Monday, July 18, 2016

Come and See


Come and See--July 19, 2016

"Then the woman left her water jar and went back to the city. She said to the people, 'Come and see a man who told me everything I have ever done! He cannot be the Messiah, can he?'" [John 4:28-29]

When we have been met with love, it makes it possible for us to bear hearing the truth about ourselves. 

Jesus had--has, rather--that remarkable ability to embrace and disarm us at the same time, doesn't he?  You get story after story where he meets people with surprising, unexpected, unbounded graciousness--that is, with love--and within the safety of that love, people are able to let down their guard and tell the truth about themselves, or hear it told.

Here's one.  She had gone to the well trying to avoid everybody else that day. She didn't like the way the neighbors viewed her as damaged goods . She didn't mention the long line of exes she had left behind in her past like some Biblical "Goodbye Girl." She was used to keeping her lips sealed tight and didn't want to even start a conversation with the stranger who asked her for a drink that day. And she certainly didn't expect to be airing her dirty laundry with a stranger like that.

But Jesus disarmed all of her prepared attacks (her dodges and jabs back at Jesus) by embracing her.  That is, Jesus cut through her tough, guarded exterior and her prepared barbs by accepting her, and by showing her that there was nothing she could have done or could yet do that would make him take back his offer of "living water" to her. 

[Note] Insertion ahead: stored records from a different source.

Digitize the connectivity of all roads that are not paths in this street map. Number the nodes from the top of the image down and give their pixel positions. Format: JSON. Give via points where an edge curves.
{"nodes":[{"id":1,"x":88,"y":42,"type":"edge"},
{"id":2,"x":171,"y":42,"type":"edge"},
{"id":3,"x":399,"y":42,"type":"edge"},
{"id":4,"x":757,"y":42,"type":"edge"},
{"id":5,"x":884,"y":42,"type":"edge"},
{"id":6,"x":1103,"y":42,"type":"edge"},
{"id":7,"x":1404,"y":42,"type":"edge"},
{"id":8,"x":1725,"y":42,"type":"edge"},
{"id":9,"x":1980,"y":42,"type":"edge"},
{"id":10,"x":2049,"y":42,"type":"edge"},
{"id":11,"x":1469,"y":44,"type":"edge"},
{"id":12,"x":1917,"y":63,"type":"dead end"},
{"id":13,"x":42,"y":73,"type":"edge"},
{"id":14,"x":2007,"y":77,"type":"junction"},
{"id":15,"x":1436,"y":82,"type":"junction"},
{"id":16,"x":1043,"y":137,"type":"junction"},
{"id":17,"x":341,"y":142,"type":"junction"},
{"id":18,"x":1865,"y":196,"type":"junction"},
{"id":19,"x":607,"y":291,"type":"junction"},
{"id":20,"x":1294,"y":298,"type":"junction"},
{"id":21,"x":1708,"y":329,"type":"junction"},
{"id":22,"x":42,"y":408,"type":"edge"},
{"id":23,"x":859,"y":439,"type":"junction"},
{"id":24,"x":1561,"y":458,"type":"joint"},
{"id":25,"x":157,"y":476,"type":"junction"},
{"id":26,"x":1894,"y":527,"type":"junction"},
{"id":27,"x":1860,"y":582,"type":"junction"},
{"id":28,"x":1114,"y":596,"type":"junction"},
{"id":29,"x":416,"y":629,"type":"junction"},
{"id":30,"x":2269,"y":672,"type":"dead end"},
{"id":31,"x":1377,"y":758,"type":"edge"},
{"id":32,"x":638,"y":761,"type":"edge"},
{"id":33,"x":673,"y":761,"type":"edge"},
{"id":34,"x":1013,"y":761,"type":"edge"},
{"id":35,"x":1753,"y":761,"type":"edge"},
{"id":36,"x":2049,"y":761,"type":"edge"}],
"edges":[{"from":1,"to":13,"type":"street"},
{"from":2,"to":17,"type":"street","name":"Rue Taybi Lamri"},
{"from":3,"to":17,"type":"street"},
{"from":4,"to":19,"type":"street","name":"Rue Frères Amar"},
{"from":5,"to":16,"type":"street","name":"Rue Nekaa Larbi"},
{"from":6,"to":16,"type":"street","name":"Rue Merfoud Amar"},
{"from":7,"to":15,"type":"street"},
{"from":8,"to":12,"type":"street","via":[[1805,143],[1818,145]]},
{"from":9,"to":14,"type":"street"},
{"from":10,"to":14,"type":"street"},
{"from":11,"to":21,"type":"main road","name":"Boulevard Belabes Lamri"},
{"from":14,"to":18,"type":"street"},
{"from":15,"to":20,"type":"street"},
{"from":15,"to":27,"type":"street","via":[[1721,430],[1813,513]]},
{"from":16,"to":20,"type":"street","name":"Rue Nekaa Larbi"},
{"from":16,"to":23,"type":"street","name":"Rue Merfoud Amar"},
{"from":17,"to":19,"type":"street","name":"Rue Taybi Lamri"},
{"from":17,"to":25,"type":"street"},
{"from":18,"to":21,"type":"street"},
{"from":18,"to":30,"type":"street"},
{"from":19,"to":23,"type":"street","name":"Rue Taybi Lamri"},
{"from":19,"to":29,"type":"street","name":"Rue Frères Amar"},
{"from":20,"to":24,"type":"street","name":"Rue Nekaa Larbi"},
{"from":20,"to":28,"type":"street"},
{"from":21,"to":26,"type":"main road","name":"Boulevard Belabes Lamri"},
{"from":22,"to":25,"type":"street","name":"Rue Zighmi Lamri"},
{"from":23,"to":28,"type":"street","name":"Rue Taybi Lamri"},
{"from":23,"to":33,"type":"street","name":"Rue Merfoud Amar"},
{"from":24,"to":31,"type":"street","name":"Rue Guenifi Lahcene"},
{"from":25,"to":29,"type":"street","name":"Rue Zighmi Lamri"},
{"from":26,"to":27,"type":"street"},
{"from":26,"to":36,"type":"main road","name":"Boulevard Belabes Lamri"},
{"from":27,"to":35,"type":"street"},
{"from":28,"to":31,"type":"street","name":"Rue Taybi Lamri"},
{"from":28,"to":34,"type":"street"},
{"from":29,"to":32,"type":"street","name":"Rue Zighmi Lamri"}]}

You almost have to think that she was looking for reasons for Jesus to reject her or say she was disqualified--then she would have had room and reason to hate him. She was looking to try and pick a fight with him, on any subject other than herself, and hoping that he would say something that would make her mad enough to ignore him, or that she would say something he would get upset about and then he would walk away.

But he doesn't.  He never gives up on the situation, or the person. And as she finally begins to realize that this stranger Jesus already knows everything about her that she is afraid of him finding out, she lets Jesus in.  She comes to see him for who he really is--not just a judgmental jerk, trolling for an angry reply, but the promised Messiah about whom she has only heard whispers and rumors.

And when she goes to tell her neighbors and friends about this Jesus she has met by the well, instead of hiding her past, she can now own it and put it own there, no longer ashamed.  She has been met with the grace of Jesus, and that grace allows her to trust that she is accepted no matter what.  Now she can say, "Come meet this amazing person Jesus--he knows all of my deepest darkest secrets, and he didn't run away on me!"  Jesus' grace makes it possible for her to own who she is, where she has been, and therefore where she is going next, no longer bound by the weight of all that baggage.

Sometimes we Christians do a pathetically poor job of offering that kind of grace to the people around us.  Sometimes our attempts at welcome sound like, "There is a place for you... as long as we don't find out that there's this in your story..." or, "You are more than welcome to come, but if we find out that you don't fit our cookie cutter picture, we won't really let you belong." For that matter, sometimes we are so busy testing people to see if they will pass our litmus-tests for acceptability that we never actually listen to their stories.  No wonder people don't feel drawn to that kind of invitation or so-called "welcome."

Jesus shows us the amazing feat of disarming people and embracing them at the same time.  What if your words of grace to someone else allowed them to feel safe enough to be honest with you, and with God, about the baggage they have been carrying?  What if your love was the thing that caught someone off guard and got through to them when they were looking for reasons to write you off?  What if you and I started following the pattern of Jesus in this story rather than worrying about what people will think if we let that person in?

Let's try it today and see what happens.

Lord Jesus, disarm us and embrace us in your love and truth.